CHAPTER XXVIII

The End of Sikes

Jacob's Island stands in the Thames, near one of the poorest and dirtiest quarters of London. It is surrounded by a ditch of muddy water six or eight feet deep when the tide is in. The island is deserted; its houses are roofless and empty; the walls are falling down; the windows are windows no more; the chimneys are blackened, but they yield no smoke. The houses have no owners; they are broken open and entered upon by those who have the courage; and there they live, and there they die. They must have powerful reasons for a secret dwelling-place, or be very poor indeed, who seek shelter on Jacob's Island.

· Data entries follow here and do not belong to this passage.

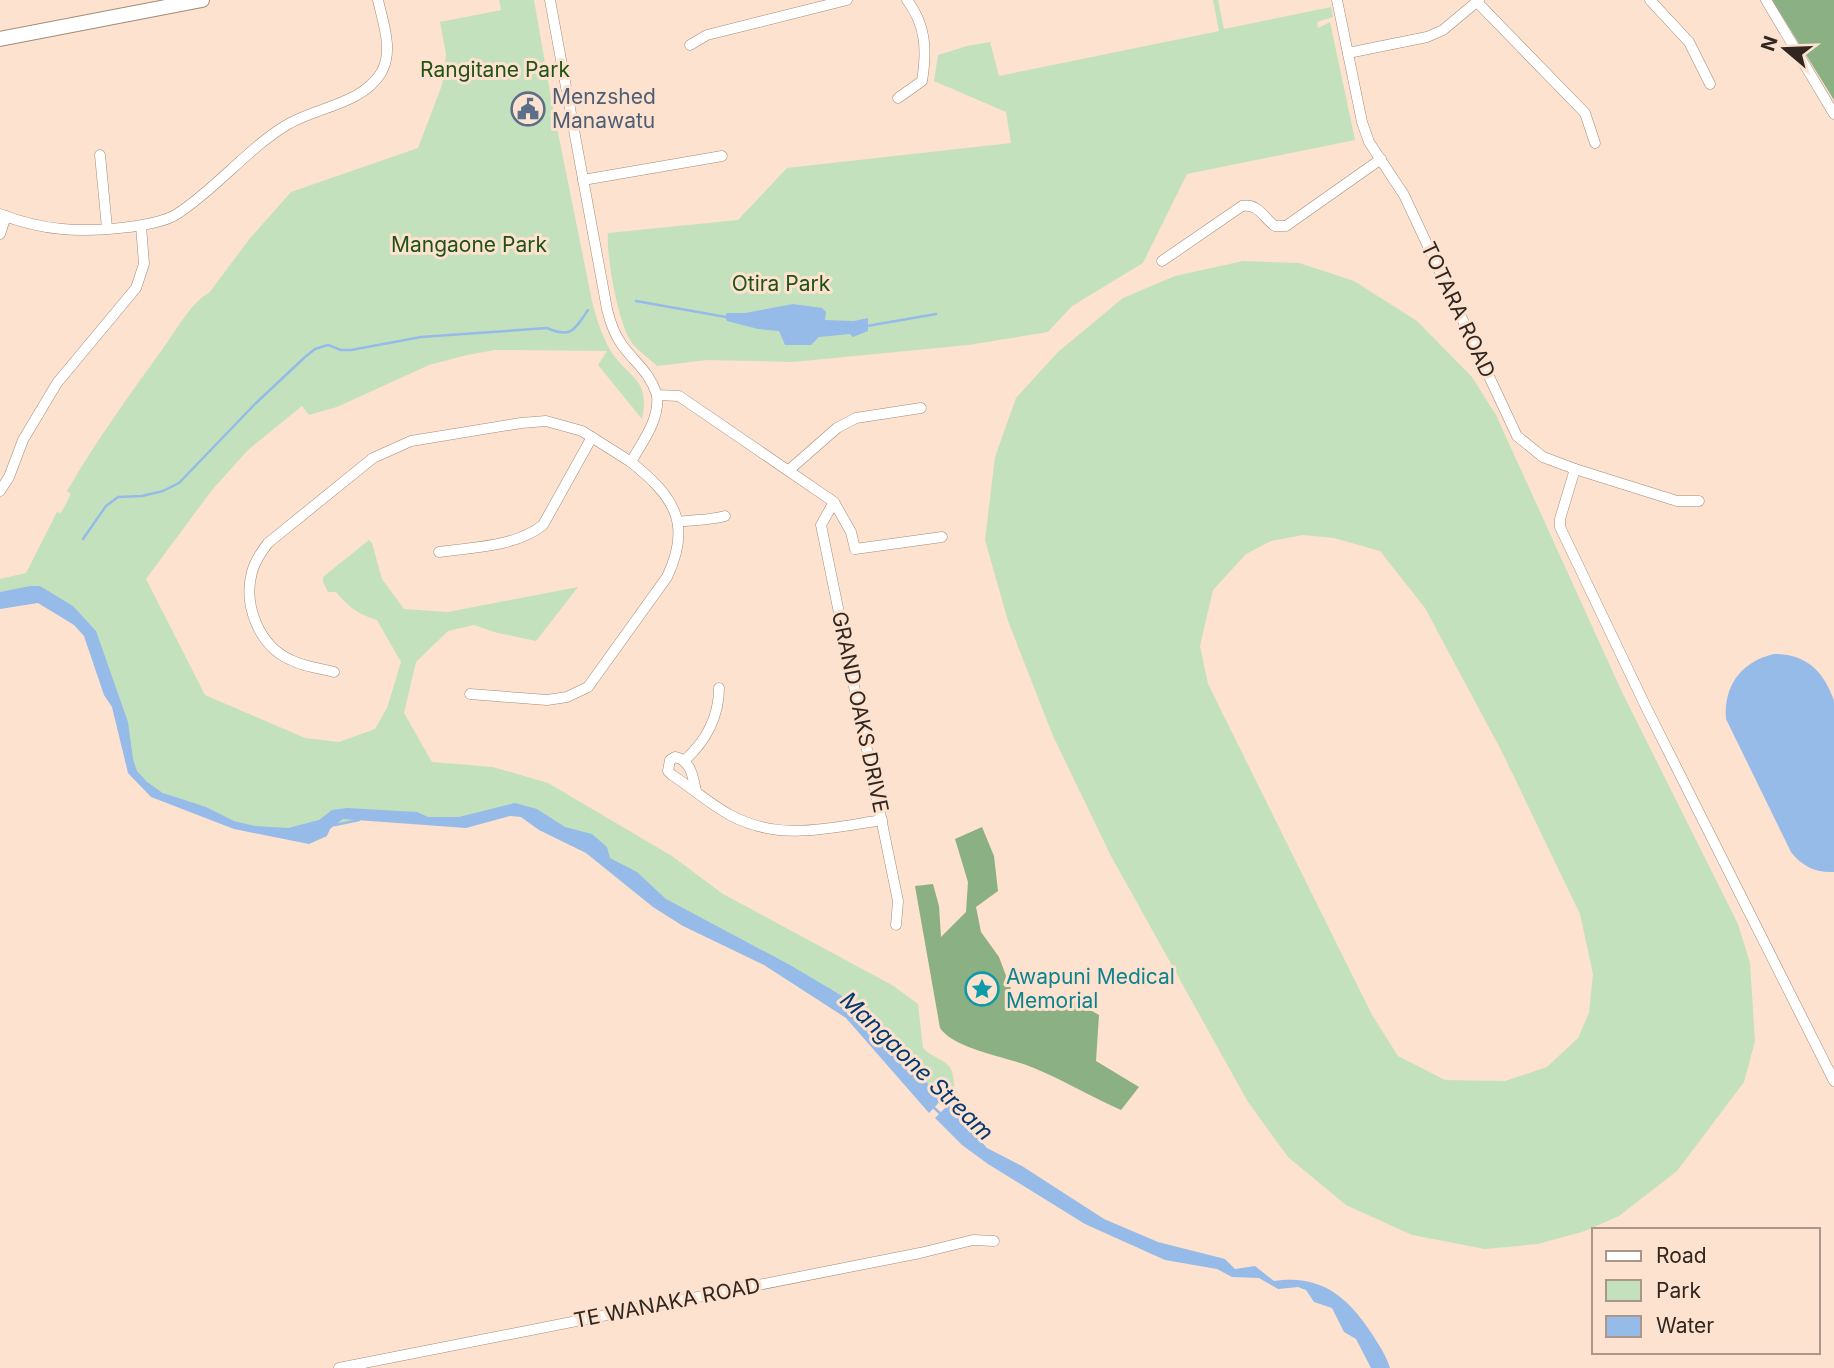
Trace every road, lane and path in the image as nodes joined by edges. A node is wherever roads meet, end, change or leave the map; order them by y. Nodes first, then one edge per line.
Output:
1 (202, 0) edge
2 (378, 0) edge
3 (550, 0) edge
4 (847, 0) edge
5 (906, 0) edge
6 (1337, 0) edge
7 (1650, 0) edge
8 (1766, 0) edge
9 (1478, 1) edge
10 (0, 39) edge
11 (690, 45) dead end
12 (1348, 53) junction
13 (1710, 84) dead end
14 (898, 98) dead end
15 (1834, 114) edge
16 (1595, 143) dead end
17 (100, 155) dead end
18 (722, 156) dead end
19 (1381, 159) junction
20 (583, 180) junction
21 (3, 215) edge
22 (141, 226) junction
23 (107, 228) junction
24 (0, 234) edge
25 (1162, 261) dead end
26 (657, 396) junction
27 (921, 408) dead end
28 (592, 437) junction
29 (631, 462) junction
30 (789, 470) junction
31 (1575, 470) junction
32 (0, 491) edge
33 (1699, 501) dead end
34 (834, 502) junction
35 (725, 516) dead end
36 (678, 522) junction
37 (942, 537) dead end
38 (439, 552) dead end
39 (334, 671) dead end
40 (719, 688) dead end
41 (470, 694) dead end
42 (685, 760) junction
43 (696, 791) junction
44 (882, 820) junction
45 (896, 925) dead end
46 (1834, 1080) edge
47 (994, 1241) dead end
48 (340, 1368) edge

1 - 10 main road
2 - 22 street
3 - 20 street
4 - 11 street
5 - 14 street
6 - 12 street, TOTARA ROAD
7 - 13 street
8 - 15 street
9 - 12 street
9 - 16 street
12 - 19 street, TOTARA ROAD
17 - 23 street
18 - 20 street
19 - 25 street
19 - 31 street, TOTARA ROAD
20 - 26 street
21 - 23 street
21 - 24 street
22 - 23 street
22 - 32 street
26 - 29 street
26 - 30 street
27 - 30 street
28 - 29 street
28 - 38 street
28 - 39 street
29 - 36 street
30 - 34 street
31 - 33 street, TOTARA ROAD
31 - 46 street
34 - 37 street
34 - 44 street, GRAND OAKS DRIVE
35 - 36 street
36 - 41 street
40 - 42 street
42 - 43 street
42 - 43 street
43 - 44 street
44 - 45 street, GRAND OAKS DRIVE
47 - 48 street, TE WANAKA ROAD

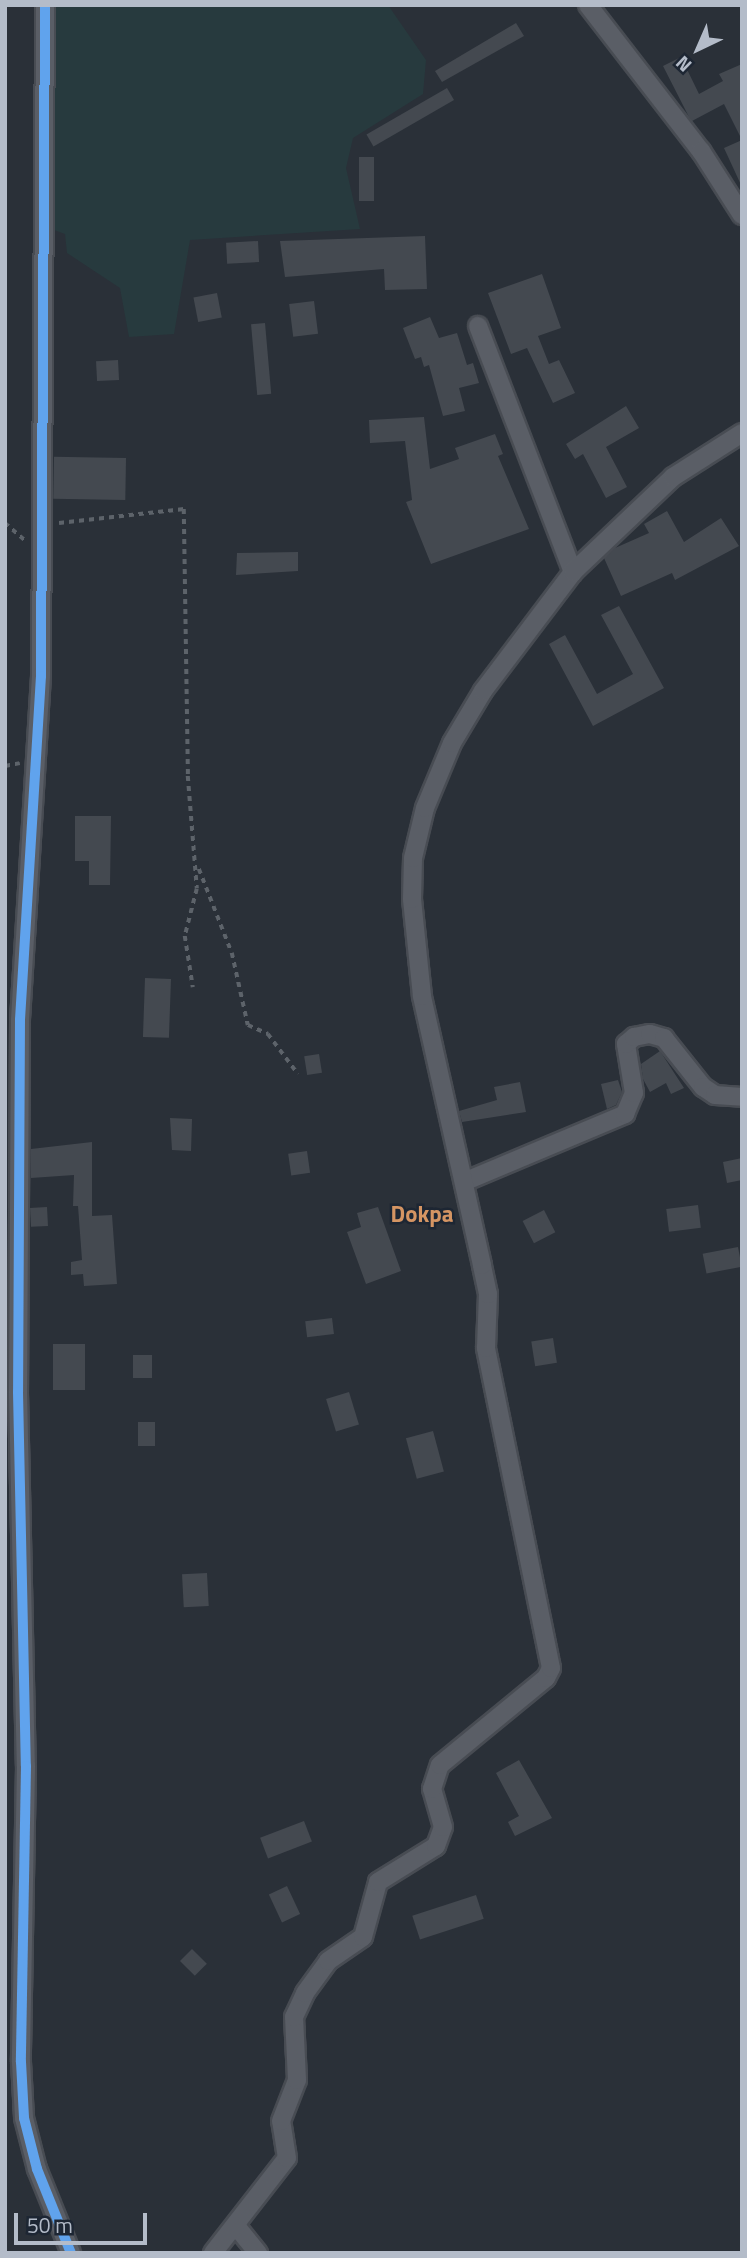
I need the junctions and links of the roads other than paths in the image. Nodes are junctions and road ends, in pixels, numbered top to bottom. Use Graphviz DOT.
graph roads {
  1 [pos="45,5"];
  2 [pos="589,5"];
  3 [pos="742,215"];
  4 [pos="478,326"];
  5 [pos="742,433"];
  6 [pos="573,572"];
  7 [pos="742,1097"];
  8 [pos="466,1181"];
  9 [pos="12,1316"];
  10 [pos="236,2226"];
  11 [pos="71,2253"];
  12 [pos="213,2253"];
  13 [pos="258,2253"];
  1 -- 9 [label="street"];
  2 -- 3 [label="street"];
  4 -- 6 [label="street"];
  5 -- 6 [label="street"];
  6 -- 8 [label="street"];
  7 -- 8 [label="street"];
  8 -- 10 [label="street"];
  9 -- 11 [label="street"];
  10 -- 12 [label="street"];
  10 -- 13 [label="street"];
}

In an upper room of one of these houses three men sat in gloomy silence. One of them was Toby Crackit and the others were fellow robbers. They were talking about Fagin, who had been arrested that same afternoon. Suddenly a hurried knocking was heard at the door below.

Toby Crackit went to the window, and shaking all over, drew in his head. There was no need to tell them who it was; his pale face was enough.

"We must let him in," he said, taking up the candle.

Crackit went down to the door, and returned followed by a man with the lower part of his face buried in a handkerchief, and another tied over his head under his hat. He drew them slowly off. White face, sunken eyes, hollow cheeks, beard of three days' growth; it was the very ghost of Sikes.

He drew a chair and sat down. Not a word had been exchanged. He looked from one to another in silence. At last he said:

"Tonight's paper says that Fagin is taken. Is it true, or a lie?"

"True."

They were silent again.

"Damn you all!" said Sikes, passing his hand across his forehead. "Have you nothing to say to me?"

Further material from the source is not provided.